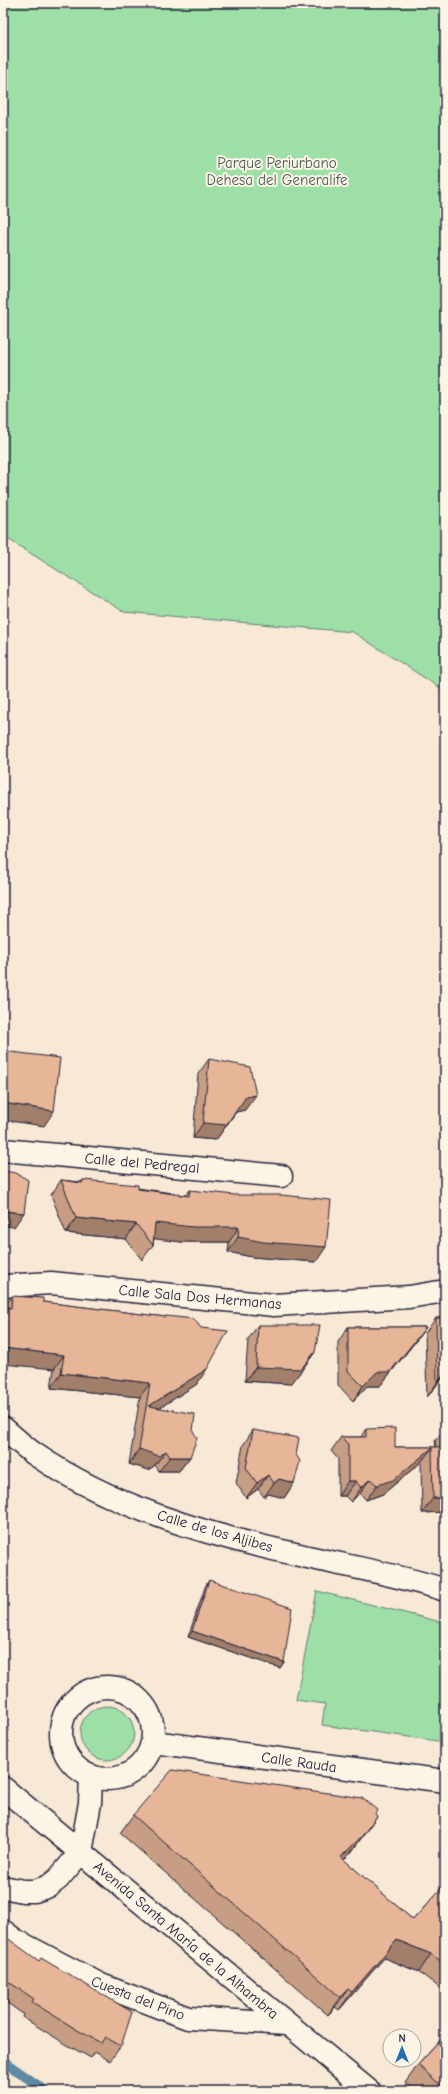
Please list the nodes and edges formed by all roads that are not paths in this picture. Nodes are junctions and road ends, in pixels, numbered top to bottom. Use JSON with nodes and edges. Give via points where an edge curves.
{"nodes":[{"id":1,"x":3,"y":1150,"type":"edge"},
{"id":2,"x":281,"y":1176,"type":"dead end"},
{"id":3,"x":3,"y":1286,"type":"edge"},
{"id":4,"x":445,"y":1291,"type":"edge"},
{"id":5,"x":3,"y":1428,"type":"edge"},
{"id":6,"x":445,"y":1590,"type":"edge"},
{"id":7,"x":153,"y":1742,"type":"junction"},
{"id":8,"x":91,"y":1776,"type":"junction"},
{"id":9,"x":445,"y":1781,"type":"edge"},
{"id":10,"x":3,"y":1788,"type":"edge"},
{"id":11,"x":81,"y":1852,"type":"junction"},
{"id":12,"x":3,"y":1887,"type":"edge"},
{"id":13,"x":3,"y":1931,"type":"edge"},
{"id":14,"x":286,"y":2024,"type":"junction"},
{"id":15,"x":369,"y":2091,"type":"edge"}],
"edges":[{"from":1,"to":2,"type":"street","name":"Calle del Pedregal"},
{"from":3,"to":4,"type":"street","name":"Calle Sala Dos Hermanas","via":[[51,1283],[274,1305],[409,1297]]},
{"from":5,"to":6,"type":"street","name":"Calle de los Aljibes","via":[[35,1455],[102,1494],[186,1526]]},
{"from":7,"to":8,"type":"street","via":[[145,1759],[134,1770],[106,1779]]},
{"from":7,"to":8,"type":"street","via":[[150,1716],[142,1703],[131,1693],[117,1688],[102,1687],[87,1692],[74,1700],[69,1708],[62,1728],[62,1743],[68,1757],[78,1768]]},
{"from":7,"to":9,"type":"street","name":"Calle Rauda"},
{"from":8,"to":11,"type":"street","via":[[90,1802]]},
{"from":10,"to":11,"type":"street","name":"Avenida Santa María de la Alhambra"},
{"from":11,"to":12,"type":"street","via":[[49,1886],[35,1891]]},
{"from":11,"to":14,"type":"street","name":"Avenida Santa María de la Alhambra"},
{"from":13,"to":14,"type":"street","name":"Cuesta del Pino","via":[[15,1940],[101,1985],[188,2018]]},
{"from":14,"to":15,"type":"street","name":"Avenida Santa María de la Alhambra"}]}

----------------------------------------

### [TASK BRIEF]
Nothing but a number is expected here: the number of lines above that hold the word "edges".

### [TASK ANSWER]
2